*WORK REQUEST*.
Could you report every line from the entries that includes the word "Gautier"?

*SUPPLIED MATERIAL*.

-- -- --

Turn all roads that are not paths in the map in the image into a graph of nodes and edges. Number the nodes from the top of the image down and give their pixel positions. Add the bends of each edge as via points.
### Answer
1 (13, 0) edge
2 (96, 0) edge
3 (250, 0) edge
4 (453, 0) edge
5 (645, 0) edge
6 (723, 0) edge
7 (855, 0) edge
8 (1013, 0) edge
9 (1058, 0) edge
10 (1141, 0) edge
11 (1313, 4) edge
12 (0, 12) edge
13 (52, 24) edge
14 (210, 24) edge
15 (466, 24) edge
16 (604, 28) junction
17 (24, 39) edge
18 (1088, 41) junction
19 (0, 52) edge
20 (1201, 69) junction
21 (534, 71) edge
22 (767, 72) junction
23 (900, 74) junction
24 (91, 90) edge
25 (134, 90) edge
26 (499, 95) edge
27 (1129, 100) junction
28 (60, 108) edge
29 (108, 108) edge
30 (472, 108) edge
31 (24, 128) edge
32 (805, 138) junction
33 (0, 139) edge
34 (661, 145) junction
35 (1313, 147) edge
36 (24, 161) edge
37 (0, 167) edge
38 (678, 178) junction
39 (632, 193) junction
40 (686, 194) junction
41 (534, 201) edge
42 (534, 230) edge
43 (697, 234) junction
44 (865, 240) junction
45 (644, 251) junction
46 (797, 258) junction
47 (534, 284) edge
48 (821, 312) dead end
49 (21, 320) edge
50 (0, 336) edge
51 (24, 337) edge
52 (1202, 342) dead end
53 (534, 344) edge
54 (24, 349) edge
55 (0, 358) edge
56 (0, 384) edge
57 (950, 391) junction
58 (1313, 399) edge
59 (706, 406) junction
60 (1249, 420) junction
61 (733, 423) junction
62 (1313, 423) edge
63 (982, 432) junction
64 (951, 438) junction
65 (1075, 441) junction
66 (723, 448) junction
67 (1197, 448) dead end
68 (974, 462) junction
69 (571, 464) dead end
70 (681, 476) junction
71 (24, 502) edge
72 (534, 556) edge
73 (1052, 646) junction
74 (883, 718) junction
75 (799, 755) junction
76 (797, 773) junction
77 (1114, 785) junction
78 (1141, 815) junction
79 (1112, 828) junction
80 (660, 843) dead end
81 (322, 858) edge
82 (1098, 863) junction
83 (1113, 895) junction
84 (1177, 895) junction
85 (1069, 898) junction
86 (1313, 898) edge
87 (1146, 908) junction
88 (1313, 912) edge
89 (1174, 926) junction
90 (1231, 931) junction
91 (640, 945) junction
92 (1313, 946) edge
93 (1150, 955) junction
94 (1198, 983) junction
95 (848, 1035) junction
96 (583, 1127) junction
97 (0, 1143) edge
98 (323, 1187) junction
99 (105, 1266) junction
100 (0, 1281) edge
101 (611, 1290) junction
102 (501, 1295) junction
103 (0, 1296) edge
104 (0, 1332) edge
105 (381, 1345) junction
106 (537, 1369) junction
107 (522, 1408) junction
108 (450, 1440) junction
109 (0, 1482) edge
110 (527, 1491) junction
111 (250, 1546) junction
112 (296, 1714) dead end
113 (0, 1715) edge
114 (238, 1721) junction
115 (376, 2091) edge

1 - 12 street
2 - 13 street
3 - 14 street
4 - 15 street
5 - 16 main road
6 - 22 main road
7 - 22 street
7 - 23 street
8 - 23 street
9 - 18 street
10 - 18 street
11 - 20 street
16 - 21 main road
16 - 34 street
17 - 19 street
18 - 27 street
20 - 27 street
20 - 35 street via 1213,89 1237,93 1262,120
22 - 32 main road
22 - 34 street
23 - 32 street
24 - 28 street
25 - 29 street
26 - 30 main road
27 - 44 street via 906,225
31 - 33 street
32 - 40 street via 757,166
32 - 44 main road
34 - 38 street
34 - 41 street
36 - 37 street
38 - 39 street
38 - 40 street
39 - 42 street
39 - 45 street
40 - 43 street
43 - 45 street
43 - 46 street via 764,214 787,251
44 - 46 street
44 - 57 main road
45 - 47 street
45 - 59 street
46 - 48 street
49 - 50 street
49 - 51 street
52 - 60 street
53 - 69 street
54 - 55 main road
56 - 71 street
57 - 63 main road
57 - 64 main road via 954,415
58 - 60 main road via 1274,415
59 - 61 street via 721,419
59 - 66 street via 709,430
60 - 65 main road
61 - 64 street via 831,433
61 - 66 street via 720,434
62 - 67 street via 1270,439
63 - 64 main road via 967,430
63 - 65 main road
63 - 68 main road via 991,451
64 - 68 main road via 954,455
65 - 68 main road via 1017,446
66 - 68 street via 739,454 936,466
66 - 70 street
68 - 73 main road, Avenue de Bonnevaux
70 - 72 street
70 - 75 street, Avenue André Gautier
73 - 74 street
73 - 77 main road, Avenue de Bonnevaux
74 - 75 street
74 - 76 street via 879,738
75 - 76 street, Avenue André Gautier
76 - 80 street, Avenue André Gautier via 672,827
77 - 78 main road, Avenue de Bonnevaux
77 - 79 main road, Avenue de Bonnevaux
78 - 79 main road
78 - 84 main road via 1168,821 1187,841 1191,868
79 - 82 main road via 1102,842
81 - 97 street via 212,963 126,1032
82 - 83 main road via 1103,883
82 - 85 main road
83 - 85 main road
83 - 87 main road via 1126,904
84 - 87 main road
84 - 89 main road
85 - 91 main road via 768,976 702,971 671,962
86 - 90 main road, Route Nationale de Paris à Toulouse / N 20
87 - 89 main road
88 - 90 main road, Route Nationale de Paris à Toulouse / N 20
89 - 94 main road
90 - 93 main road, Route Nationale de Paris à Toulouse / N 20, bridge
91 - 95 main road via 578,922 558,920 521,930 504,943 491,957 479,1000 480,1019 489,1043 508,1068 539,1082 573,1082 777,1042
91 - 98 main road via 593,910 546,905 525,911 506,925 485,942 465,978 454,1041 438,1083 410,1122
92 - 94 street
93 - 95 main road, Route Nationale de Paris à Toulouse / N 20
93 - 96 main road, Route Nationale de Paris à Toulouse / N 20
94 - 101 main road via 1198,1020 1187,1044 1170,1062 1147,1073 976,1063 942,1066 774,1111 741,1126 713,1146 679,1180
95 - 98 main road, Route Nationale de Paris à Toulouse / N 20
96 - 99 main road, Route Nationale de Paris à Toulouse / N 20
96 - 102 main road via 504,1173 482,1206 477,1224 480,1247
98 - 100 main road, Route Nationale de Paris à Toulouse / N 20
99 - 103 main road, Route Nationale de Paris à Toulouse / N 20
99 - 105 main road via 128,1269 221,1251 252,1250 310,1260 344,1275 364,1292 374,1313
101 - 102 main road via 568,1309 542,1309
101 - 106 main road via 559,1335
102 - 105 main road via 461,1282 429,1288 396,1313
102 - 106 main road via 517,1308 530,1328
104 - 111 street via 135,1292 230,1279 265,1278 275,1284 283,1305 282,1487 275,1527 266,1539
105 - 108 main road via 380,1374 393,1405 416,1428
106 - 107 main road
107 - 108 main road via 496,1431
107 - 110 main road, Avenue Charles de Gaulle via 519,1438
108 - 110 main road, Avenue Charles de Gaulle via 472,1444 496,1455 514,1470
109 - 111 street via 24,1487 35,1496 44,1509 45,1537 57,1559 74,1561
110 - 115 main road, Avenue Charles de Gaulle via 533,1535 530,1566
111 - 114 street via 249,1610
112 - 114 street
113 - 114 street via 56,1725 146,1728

-- -- --

*TASK RESULT*.
70 - 75 street, Avenue André Gautier
75 - 76 street, Avenue André Gautier
76 - 80 street, Avenue André Gautier via 672,827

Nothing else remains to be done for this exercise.